*WHAT YOU WILL DO:* The records that follow are to be given again exactly. Do not carry over any image.

(Stored data)
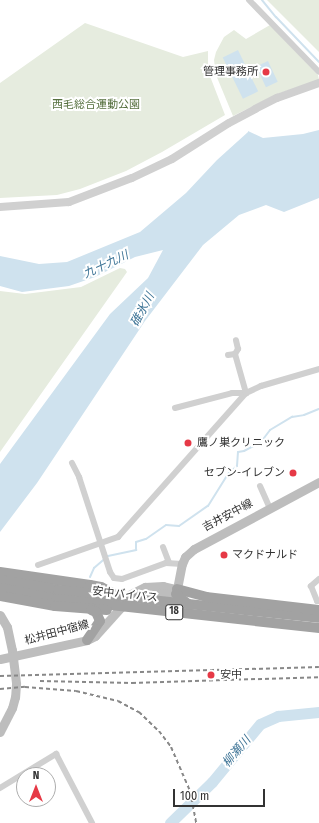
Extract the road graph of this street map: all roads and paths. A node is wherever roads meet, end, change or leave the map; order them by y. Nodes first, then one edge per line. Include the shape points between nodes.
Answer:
1 (249, 0) edge
2 (319, 72) edge
3 (319, 83) edge
4 (0, 207) edge
5 (236, 340) dead end
6 (235, 354) junction
7 (228, 355) dead end
8 (319, 369) edge
9 (246, 392) junction
10 (175, 408) dead end
11 (72, 463) dead end
12 (319, 482) edge
13 (260, 486) dead end
14 (270, 508) junction
15 (101, 544) junction
16 (163, 547) dead end
17 (169, 563) junction
18 (182, 564) junction
19 (38, 565) dead end
20 (0, 572) edge
21 (319, 579) edge
22 (0, 580) edge
23 (0, 588) edge
24 (177, 591) junction
25 (57, 594) junction
26 (0, 596) edge
27 (125, 599) junction
28 (319, 601) edge
29 (246, 602) junction
30 (119, 609) junction
31 (91, 610) junction
32 (319, 610) edge
33 (0, 615) edge
34 (168, 615) dead end
35 (319, 618) edge
36 (293, 620) junction
37 (245, 626) junction
38 (319, 628) edge
39 (319, 634) edge
40 (87, 640) junction
41 (0, 659) edge
42 (0, 732) edge
43 (0, 788) edge
44 (92, 823) edge

1 - 2 street
3 - 4 street via 276,98 232,121 172,159 82,198 53,205
5 - 6 street via 238,349
6 - 7 street
6 - 9 street
8 - 9 street
9 - 10 street via 232,393
9 - 15 street via 124,532
11 - 15 street
12 - 14 main road, 吉井安中線
13 - 14 street
14 - 18 main road, 吉井安中線 via 199,545
15 - 17 street via 111,575 116,579
15 - 19 street
16 - 17 street
17 - 18 street
18 - 24 main road, 吉井安中線
20 - 27 highway via 101,587
21 - 28 street via 311,586
22 - 25 highway, 安中バイパス / 18
23 - 25 highway, 安中バイパス / 18
24 - 27 main road, 松井田中宿線 via 163,586 145,587 134,591
24 - 29 highway
24 - 30 main road, 松井田中宿線 via 144,594
24 - 34 street
24 - 37 highway via 207,619 228,625
25 - 36 highway, 安中バイパス / 18
26 - 31 highway
27 - 30 main road, 松井田中宿線
29 - 32 highway
29 - 37 highway
30 - 31 highway
30 - 40 main road, 松井田中宿線 via 102,630
31 - 40 highway via 96,612 100,621
33 - 42 main road, 松井田中宿線 via 7,628 15,674 15,697 10,715
35 - 36 highway, 安中バイパス / 18
36 - 38 highway, 安中バイパス / 18
37 - 39 highway
40 - 41 main road, 松井田中宿線
43 - 44 street via 56,754

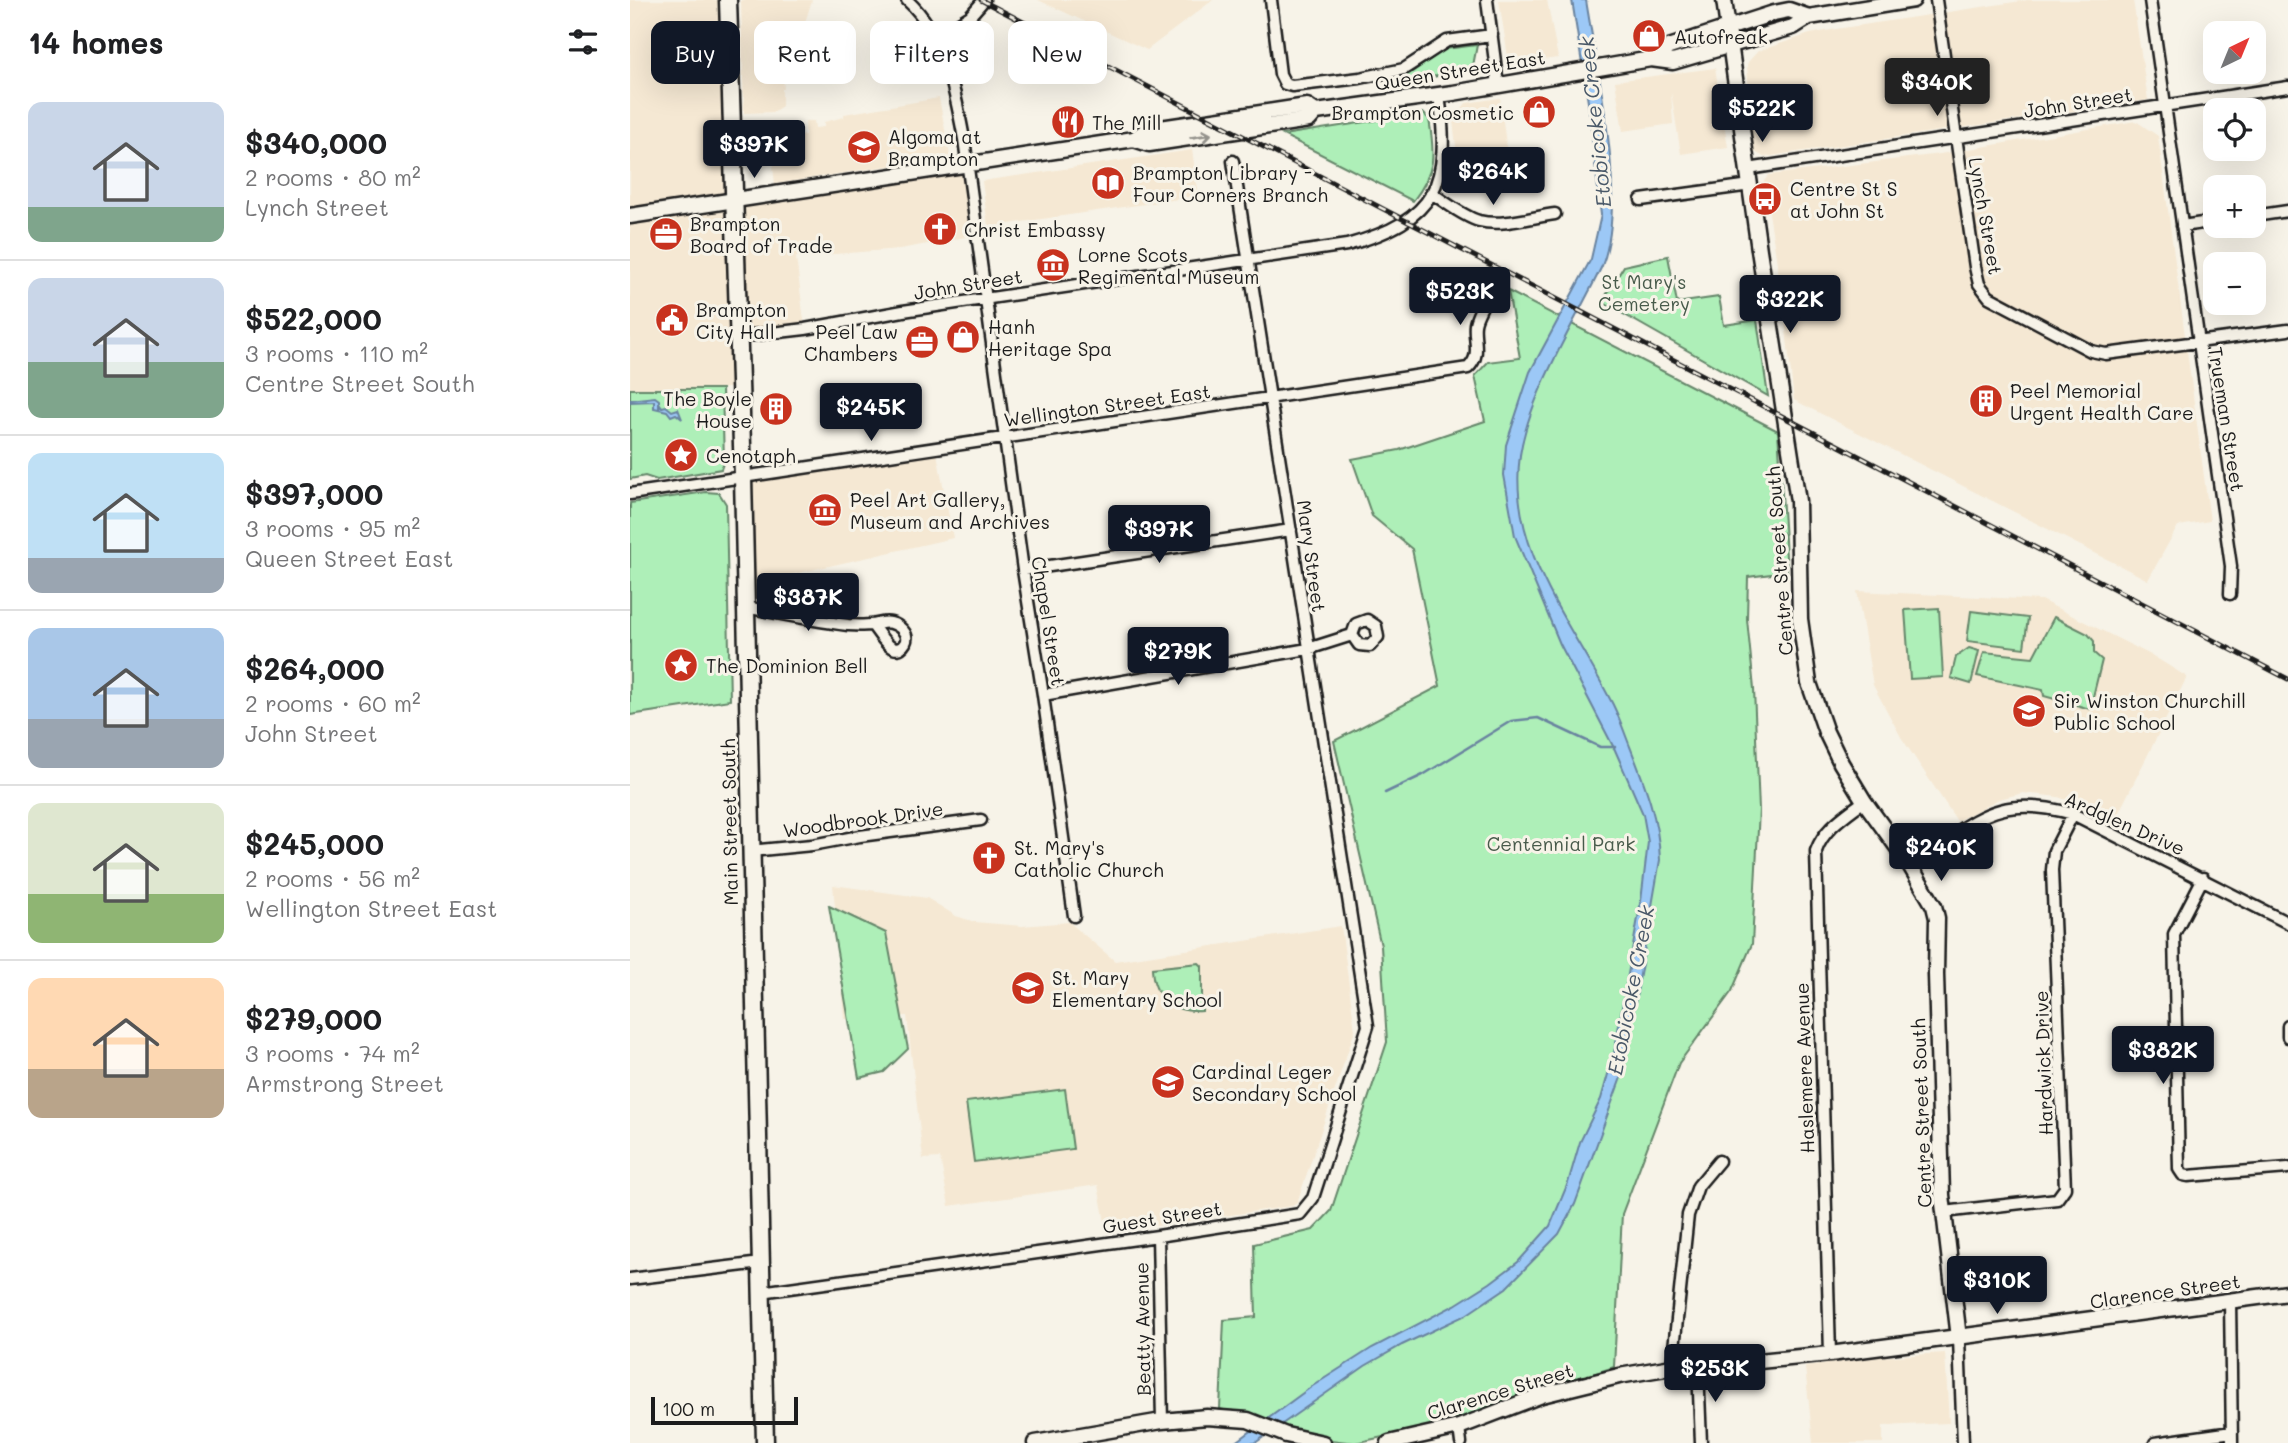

*RESULT OF THE TASK:*
Extract the road graph of this street map: all roads and paths. A node is wherever roads meet, end, change or leave the map; order them by y. Nodes first, then one edge per line. Include the shape points between nodes.
Answer:
1 (249, 0) edge
2 (319, 72) edge
3 (319, 83) edge
4 (0, 207) edge
5 (236, 340) dead end
6 (235, 354) junction
7 (228, 355) dead end
8 (319, 369) edge
9 (246, 392) junction
10 (175, 408) dead end
11 (72, 463) dead end
12 (319, 482) edge
13 (260, 486) dead end
14 (270, 508) junction
15 (101, 544) junction
16 (163, 547) dead end
17 (169, 563) junction
18 (182, 564) junction
19 (38, 565) dead end
20 (0, 572) edge
21 (319, 579) edge
22 (0, 580) edge
23 (0, 588) edge
24 (177, 591) junction
25 (57, 594) junction
26 (0, 596) edge
27 (125, 599) junction
28 (319, 601) edge
29 (246, 602) junction
30 (119, 609) junction
31 (91, 610) junction
32 (319, 610) edge
33 (0, 615) edge
34 (168, 615) dead end
35 (319, 618) edge
36 (293, 620) junction
37 (245, 626) junction
38 (319, 628) edge
39 (319, 634) edge
40 (87, 640) junction
41 (0, 659) edge
42 (0, 732) edge
43 (0, 788) edge
44 (92, 823) edge

1 - 2 street
3 - 4 street via 276,98 232,121 172,159 82,198 53,205
5 - 6 street via 238,349
6 - 7 street
6 - 9 street
8 - 9 street
9 - 10 street via 232,393
9 - 15 street via 124,532
11 - 15 street
12 - 14 main road, 吉井安中線
13 - 14 street
14 - 18 main road, 吉井安中線 via 199,545
15 - 17 street via 111,575 116,579
15 - 19 street
16 - 17 street
17 - 18 street
18 - 24 main road, 吉井安中線
20 - 27 highway via 101,587
21 - 28 street via 311,586
22 - 25 highway, 安中バイパス / 18
23 - 25 highway, 安中バイパス / 18
24 - 27 main road, 松井田中宿線 via 163,586 145,587 134,591
24 - 29 highway
24 - 30 main road, 松井田中宿線 via 144,594
24 - 34 street
24 - 37 highway via 207,619 228,625
25 - 36 highway, 安中バイパス / 18
26 - 31 highway
27 - 30 main road, 松井田中宿線
29 - 32 highway
29 - 37 highway
30 - 31 highway
30 - 40 main road, 松井田中宿線 via 102,630
31 - 40 highway via 96,612 100,621
33 - 42 main road, 松井田中宿線 via 7,628 15,674 15,697 10,715
35 - 36 highway, 安中バイパス / 18
36 - 38 highway, 安中バイパス / 18
37 - 39 highway
40 - 41 main road, 松井田中宿線
43 - 44 street via 56,754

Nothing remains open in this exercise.